So I am wondering what is the max you would pay for a bottle of beer? Do you approach it differently depending on the situation, like if it’s imported from Belgium or made in your home city? What if it’s an $8 glass pour from a $30 bottle? Craft Beer is becoming more like wine every year and is increasingly able to claim top dollar. Much has been made about the black market for craft beer on sites like ebay. While I think it’s great to see beer command the pricing and respect of wine, I wonder if it’s a good thing in the long run.

It’s certainly a plus that a brewer can take risks by using expensive ingredients and cellaring beer over long periods of time, and can then be able to charge the appropriate price for it. This gives us infinite possibilities for new and exciting beers that cost a lot to make, like the aforementioned Fantasia and Peche ‘n Brett, or the recent Westvleteren sale that was done to benefit the rebuilding of the Trappist monastery.

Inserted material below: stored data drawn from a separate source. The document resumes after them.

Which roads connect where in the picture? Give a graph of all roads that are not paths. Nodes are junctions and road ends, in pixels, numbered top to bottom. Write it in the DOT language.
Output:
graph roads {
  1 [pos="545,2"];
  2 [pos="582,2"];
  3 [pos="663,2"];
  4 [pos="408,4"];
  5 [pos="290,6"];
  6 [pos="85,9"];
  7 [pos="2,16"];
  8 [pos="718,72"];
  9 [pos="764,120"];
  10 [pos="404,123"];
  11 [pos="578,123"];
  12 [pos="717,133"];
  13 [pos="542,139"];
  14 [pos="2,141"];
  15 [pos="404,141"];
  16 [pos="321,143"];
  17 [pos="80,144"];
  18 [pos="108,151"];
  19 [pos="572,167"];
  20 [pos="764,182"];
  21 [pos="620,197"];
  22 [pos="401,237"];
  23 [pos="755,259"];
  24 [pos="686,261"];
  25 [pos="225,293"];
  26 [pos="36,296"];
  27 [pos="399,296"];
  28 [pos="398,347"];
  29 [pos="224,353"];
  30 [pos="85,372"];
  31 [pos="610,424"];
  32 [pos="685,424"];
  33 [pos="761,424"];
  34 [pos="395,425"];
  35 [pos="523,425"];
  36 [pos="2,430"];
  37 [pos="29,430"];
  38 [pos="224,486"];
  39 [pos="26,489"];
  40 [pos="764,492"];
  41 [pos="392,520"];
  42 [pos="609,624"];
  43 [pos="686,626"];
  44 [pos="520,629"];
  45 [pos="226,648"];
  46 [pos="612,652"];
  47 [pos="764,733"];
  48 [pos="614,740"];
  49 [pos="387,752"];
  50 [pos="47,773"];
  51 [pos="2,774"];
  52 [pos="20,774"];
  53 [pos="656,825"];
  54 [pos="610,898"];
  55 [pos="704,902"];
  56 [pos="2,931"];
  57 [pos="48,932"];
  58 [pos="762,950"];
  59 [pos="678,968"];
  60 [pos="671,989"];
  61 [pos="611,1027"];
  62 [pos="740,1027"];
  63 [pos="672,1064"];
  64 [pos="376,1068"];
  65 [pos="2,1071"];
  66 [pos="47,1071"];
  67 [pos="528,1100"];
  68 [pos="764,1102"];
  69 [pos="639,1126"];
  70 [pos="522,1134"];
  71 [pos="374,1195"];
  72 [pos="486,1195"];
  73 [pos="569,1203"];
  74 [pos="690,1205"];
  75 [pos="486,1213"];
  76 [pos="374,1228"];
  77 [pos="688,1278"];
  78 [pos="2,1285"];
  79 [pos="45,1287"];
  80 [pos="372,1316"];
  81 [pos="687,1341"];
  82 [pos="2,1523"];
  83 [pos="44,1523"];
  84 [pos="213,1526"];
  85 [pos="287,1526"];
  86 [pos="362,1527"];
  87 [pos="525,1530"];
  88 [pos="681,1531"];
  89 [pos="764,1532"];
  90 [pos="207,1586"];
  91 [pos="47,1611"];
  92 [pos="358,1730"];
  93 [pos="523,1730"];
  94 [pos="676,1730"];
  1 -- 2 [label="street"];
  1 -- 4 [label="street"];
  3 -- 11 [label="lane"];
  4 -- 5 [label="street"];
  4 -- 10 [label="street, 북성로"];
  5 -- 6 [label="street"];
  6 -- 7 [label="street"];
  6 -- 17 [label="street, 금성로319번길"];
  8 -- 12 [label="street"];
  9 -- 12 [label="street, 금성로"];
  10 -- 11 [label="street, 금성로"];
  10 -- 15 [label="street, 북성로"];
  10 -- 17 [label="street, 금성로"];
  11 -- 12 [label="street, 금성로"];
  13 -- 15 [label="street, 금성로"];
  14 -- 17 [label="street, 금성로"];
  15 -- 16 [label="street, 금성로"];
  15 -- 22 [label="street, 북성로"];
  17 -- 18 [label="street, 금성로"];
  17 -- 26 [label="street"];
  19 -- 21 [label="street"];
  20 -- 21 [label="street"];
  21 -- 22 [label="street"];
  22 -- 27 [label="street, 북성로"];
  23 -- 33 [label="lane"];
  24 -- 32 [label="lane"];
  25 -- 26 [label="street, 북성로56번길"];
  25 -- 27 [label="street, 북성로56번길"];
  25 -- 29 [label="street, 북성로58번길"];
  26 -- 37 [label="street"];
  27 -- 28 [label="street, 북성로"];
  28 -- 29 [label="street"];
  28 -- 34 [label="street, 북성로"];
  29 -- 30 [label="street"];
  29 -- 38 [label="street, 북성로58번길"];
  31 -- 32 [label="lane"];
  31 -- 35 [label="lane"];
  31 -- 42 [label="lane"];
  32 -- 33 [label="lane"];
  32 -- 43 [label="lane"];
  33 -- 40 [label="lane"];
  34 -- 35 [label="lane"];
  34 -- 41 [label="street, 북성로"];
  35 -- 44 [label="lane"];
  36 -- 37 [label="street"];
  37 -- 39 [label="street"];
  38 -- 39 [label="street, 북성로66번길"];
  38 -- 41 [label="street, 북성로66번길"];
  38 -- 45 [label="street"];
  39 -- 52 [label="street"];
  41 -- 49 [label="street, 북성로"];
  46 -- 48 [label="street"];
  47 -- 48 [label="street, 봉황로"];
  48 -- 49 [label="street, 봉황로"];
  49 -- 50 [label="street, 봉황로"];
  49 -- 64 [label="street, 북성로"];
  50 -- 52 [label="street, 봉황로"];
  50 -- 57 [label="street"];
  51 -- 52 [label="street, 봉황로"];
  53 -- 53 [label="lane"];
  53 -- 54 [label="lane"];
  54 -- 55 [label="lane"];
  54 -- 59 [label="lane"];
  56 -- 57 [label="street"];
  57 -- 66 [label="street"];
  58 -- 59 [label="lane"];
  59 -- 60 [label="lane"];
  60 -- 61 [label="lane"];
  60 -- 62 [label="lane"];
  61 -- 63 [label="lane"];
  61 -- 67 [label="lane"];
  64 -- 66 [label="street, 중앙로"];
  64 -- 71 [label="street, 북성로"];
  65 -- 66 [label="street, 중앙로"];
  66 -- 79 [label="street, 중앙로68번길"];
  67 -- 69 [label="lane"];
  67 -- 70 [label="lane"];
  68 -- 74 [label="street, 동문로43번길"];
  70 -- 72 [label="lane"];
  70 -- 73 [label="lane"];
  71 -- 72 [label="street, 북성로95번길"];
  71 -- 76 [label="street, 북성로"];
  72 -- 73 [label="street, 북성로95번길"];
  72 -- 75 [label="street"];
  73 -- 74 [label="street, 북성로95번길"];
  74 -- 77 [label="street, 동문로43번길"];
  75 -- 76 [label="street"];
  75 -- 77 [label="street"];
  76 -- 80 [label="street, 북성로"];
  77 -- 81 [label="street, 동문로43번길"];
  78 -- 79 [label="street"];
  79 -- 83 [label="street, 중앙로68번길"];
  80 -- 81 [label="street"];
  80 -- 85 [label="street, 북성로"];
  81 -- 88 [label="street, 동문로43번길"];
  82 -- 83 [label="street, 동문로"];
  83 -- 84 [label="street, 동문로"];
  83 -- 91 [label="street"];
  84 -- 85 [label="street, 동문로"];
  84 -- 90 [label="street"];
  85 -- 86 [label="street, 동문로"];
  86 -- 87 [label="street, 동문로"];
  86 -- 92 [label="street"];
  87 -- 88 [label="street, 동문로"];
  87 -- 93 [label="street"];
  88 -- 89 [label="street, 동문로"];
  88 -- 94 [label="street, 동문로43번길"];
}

But is rarity and hype now affecting the price as well? For instance, once Cascade’s wild barrel-aged sour beers were $15 a bottle, but in a few years they have reached $30. This is comparable to how much you may obtain a bottle of true masters in Belgium – Cantillon’s wild ales. Is Cascade’s beer better than Cantillon’s? Not by a longshot, and neither it a product of the time and place and techniques that make Cantillon’s beers so special, not to mention without the international shipping costs. Recently at Block 15 Brewing in Corvallis, I picked up a bottle of Pappy’s Dark Ale matured in bourbon barrels for $15. It was spendy, but still a bargain as compared to Great Divide’s BA Barleywine and just as, if not more, high quality of a product.

So again, I wonder how many of you will not purchase a $30 bottle of beer and are drawing the line, or if the rarity or simply the sticker shock will wear off. Perhaps you believe a beer such as Vlad or Barrel-Aged Hibernation is worth that extra extra premium price tag, or maybe you would pay any price just to say you have had it. There are others who will file it into their cellar as if it’s a family heirloom or a gold dubloon that will maintain or increase it’s value like money in the bank.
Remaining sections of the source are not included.